> _INSTRUCTIONS FOR THE TASK_
Please write each entry out again exactly as shown.

[Saved entries]
= = =
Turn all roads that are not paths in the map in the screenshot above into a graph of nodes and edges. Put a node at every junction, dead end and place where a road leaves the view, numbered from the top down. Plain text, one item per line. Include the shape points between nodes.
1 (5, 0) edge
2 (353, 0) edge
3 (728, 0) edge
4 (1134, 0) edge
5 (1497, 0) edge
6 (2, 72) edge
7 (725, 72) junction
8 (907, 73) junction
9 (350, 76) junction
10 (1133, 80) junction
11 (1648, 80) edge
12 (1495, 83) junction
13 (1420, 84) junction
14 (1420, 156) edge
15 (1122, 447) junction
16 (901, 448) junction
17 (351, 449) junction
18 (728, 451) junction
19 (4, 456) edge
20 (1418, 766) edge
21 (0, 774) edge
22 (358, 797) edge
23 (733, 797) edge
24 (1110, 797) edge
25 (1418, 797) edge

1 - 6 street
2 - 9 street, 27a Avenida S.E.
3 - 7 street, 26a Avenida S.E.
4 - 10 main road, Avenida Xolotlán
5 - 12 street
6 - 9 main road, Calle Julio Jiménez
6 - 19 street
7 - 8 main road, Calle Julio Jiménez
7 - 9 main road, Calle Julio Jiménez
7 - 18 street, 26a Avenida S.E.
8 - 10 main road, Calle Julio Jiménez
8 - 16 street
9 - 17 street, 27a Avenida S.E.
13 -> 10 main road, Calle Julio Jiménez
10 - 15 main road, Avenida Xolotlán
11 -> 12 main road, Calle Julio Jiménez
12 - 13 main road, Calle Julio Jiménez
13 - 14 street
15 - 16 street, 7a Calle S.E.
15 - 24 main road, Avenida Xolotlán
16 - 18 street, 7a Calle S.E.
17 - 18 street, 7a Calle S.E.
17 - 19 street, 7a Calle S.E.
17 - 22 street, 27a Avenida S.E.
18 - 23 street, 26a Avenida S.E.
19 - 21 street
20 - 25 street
= = =
> _COMPLETED EXERCISE_
Turn all roads that are not paths in the map in the screenshot above into a graph of nodes and edges. Put a node at every junction, dead end and place where a road leaves the view, numbered from the top down. Plain text, one item per line. Include the shape points between nodes.
1 (5, 0) edge
2 (353, 0) edge
3 (728, 0) edge
4 (1134, 0) edge
5 (1497, 0) edge
6 (2, 72) edge
7 (725, 72) junction
8 (907, 73) junction
9 (350, 76) junction
10 (1133, 80) junction
11 (1648, 80) edge
12 (1495, 83) junction
13 (1420, 84) junction
14 (1420, 156) edge
15 (1122, 447) junction
16 (901, 448) junction
17 (351, 449) junction
18 (728, 451) junction
19 (4, 456) edge
20 (1418, 766) edge
21 (0, 774) edge
22 (358, 797) edge
23 (733, 797) edge
24 (1110, 797) edge
25 (1418, 797) edge

1 - 6 street
2 - 9 street, 27a Avenida S.E.
3 - 7 street, 26a Avenida S.E.
4 - 10 main road, Avenida Xolotlán
5 - 12 street
6 - 9 main road, Calle Julio Jiménez
6 - 19 street
7 - 8 main road, Calle Julio Jiménez
7 - 9 main road, Calle Julio Jiménez
7 - 18 street, 26a Avenida S.E.
8 - 10 main road, Calle Julio Jiménez
8 - 16 street
9 - 17 street, 27a Avenida S.E.
13 -> 10 main road, Calle Julio Jiménez
10 - 15 main road, Avenida Xolotlán
11 -> 12 main road, Calle Julio Jiménez
12 - 13 main road, Calle Julio Jiménez
13 - 14 street
15 - 16 street, 7a Calle S.E.
15 - 24 main road, Avenida Xolotlán
16 - 18 street, 7a Calle S.E.
17 - 18 street, 7a Calle S.E.
17 - 19 street, 7a Calle S.E.
17 - 22 street, 27a Avenida S.E.
18 - 23 street, 26a Avenida S.E.
19 - 21 street
20 - 25 street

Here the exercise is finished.